Chris Froome (Team Sky) may not have reached his top form yet but the signs are there that he is close after he attacked from the main group of race favourites on the final climb to Pra Loup on stage 5 of the Critérium du Dauphiné on Thursday.

Froome was unable to reel in stage winner Romain Bardet (AG2R La Mondiale), after the Frenchman’s fine solo attack on the penultimate climb of the stage, and he had to watch as Tejay van Garderen (BMC) rode away from him in the final kilometre to take the overall race lead. However, Froome was relatively pleased with his ride, finishing third on the day and sitting in fifth place overall.

The stage, which included the climb and breathtaking descent of the Col d’Allos, will be repeated in this year’s Tour de France. Froome put his team to work on the first major climb of the race with Ian Boswell putting in a gargantuan turn on the front of the peloton.

“It was definitely an eventful stage,” Froome told reports as he warmed down after the stage.

“It’s a good feeling to be back in the mountains again and this is what we’ve trained for and this is what the racing is all about for us. I was third today, of course I would have preferred to go one or two better but I’m happy with the feelings.

“The team did a fantastic job today; they took it on, on the penultimate climb and made it really hard. Ian Boswell rode out of his skin to make the race as tricky as possible and try to set it up for me to make a move in the final.”

At roughly two kilometres to go on the final climb to Pra Loup the group of GC contenders was down to just a dozen men. Froome made his attack in the exact same place where Bernard Thévenet attacked Eddy Merckx to take the stage 15 victory and the overall race lead at the Tour de France back in 1975.

Overnight leader Rohan Dennis (BMC Racing) had been distanced on the Col d’Allos but Pierre Rolland, van Garderen and defending champion Andrew Talansky (Cannondale-Garmin) were all there. Last year’s Tour de France winner Vincenzo Nibali (Astana) and Alejendro Valverde (Movistar) had already been distanced, however.

“It’s too soon to say anything about the Tour de France. The legs are feeling good and I was happy to be up there but hearing on the radio that contenders like Valverde and Nibali were dropped, that was music to our ears. The Tour is still far away and we’re still focused on here, as this race is important in its own right.”

Nibali, it must be said, is a notoriously slow starter in the Dauphiné and tends not to show his top level until the Tour.

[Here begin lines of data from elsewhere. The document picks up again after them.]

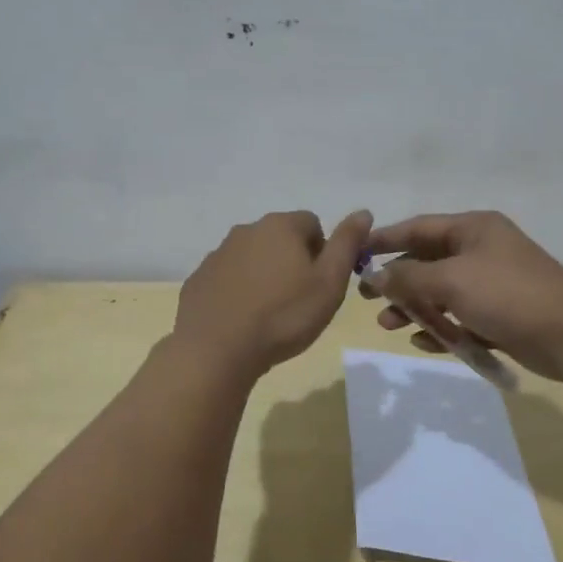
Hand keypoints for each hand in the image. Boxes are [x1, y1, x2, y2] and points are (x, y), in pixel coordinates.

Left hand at [174, 209, 372, 379]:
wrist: (217, 349)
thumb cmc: (284, 316)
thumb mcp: (329, 283)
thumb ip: (347, 244)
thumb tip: (363, 212)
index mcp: (280, 226)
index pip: (312, 224)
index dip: (322, 252)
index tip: (320, 284)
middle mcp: (246, 230)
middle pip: (280, 238)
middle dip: (292, 262)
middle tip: (298, 301)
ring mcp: (218, 254)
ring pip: (252, 257)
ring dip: (264, 276)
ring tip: (270, 314)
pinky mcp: (199, 278)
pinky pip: (227, 278)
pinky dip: (238, 291)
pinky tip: (242, 320)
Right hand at [358, 211, 562, 379]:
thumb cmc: (507, 295)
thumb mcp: (451, 280)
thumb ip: (408, 277)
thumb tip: (376, 276)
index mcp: (474, 229)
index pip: (419, 227)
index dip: (385, 239)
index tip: (355, 252)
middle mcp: (483, 250)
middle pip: (428, 261)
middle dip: (397, 280)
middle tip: (367, 297)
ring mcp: (494, 284)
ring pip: (442, 292)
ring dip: (415, 307)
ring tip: (388, 325)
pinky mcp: (502, 315)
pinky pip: (461, 317)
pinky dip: (441, 328)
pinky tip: (424, 342)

Froome’s acceleration was the first time he had opened the throttle since the Tour de Romandie and he admitted that he began to run out of gas as the finish line approached. As van Garderen noted in his post-race press conference, when Froome attacks he is not normally seen again until the finish.

“I started running out of steam in that last kilometre but up until then the legs felt good. It wasn’t a particularly steep climb but the signs are good, especially looking forward to the longer climbs to come.”